The China Europe International Exchange's (Ceinex) move in February to expand its product offering beyond bonds and China-related futures and exchange traded funds (ETFs) to include D-Shares of prominent Chinese companies and ETF derivatives, SRP spoke to Dr. Chen Han, co-CEO of the firm about the its plans in the region and how structured products will be a natural evolution of its product catalogue.

Since February 2017, futures on the db x-trackers Harvest CSI300 Index ETF have been available for trading on the German derivatives exchange Eurex. The ETF fully replicates the CSI 300 index and is managed by Deutsche Bank together with Hong Kong-based firm Harvest Global Invest.

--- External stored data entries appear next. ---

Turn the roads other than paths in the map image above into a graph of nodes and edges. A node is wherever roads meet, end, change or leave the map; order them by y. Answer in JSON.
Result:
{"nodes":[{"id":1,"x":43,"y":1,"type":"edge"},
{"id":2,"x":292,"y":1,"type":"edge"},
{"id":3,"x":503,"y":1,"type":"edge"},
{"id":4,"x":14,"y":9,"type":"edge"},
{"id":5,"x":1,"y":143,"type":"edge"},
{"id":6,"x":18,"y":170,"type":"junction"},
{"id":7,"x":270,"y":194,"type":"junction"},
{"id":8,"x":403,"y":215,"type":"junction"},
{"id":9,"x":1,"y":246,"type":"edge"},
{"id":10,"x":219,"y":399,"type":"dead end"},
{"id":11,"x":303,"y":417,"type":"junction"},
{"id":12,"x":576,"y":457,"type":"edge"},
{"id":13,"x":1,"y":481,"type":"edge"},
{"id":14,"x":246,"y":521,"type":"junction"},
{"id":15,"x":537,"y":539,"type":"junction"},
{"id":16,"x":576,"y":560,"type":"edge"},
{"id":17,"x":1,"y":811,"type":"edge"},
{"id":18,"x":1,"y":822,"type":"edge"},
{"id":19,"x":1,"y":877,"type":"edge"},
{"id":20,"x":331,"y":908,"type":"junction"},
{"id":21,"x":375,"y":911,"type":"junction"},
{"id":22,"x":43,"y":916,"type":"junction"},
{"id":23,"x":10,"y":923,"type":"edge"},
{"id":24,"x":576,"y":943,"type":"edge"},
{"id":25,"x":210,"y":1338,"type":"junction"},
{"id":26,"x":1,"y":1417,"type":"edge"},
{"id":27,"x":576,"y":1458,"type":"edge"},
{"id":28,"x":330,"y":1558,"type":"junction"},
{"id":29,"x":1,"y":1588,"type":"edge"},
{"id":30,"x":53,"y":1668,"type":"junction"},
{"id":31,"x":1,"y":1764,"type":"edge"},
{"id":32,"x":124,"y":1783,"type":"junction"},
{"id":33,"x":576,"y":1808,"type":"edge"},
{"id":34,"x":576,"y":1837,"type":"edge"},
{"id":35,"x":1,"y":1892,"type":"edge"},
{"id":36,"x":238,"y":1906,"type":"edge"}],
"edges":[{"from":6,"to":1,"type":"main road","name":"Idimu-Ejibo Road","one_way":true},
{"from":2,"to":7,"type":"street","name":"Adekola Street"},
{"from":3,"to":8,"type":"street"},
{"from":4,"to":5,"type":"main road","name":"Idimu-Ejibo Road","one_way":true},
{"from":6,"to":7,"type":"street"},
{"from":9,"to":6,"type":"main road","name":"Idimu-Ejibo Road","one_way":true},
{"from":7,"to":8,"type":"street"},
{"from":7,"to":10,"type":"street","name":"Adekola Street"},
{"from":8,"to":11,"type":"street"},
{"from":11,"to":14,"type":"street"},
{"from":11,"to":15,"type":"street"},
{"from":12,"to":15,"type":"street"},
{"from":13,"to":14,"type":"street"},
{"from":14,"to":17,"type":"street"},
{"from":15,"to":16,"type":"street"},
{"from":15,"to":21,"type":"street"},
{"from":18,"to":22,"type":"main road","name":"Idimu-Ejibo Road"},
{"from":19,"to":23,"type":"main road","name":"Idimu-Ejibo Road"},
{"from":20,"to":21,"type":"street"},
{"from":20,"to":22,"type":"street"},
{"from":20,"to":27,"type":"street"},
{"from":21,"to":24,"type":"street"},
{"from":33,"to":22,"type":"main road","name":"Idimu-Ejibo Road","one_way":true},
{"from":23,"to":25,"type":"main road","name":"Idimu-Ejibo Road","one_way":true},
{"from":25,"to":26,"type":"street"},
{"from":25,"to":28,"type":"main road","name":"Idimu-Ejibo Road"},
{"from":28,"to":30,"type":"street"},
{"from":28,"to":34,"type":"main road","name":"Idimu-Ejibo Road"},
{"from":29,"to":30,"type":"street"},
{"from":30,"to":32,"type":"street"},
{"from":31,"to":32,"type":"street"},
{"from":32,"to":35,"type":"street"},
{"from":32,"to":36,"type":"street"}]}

The new product is aimed at asset and hedge fund managers, as well as institutional and retail investors, and will be followed by options contracts linked to the same underlying, according to Dr. Han.

"Predominantly traded in euros, Ceinex products are deployed by global investors across different risk categories for trading, hedging, positioning, and leveraging," says Dr. Han, adding that the current Ceinex ETF line up covers broad Chinese market indices, such as the CSI300, SSE50, FTSEA50, MSCI China A, and S&P China 500 indexes, to be used by institutional and sophisticated investors seeking "strategic portfolio building blocks" to get "core beta exposure to China's equity market".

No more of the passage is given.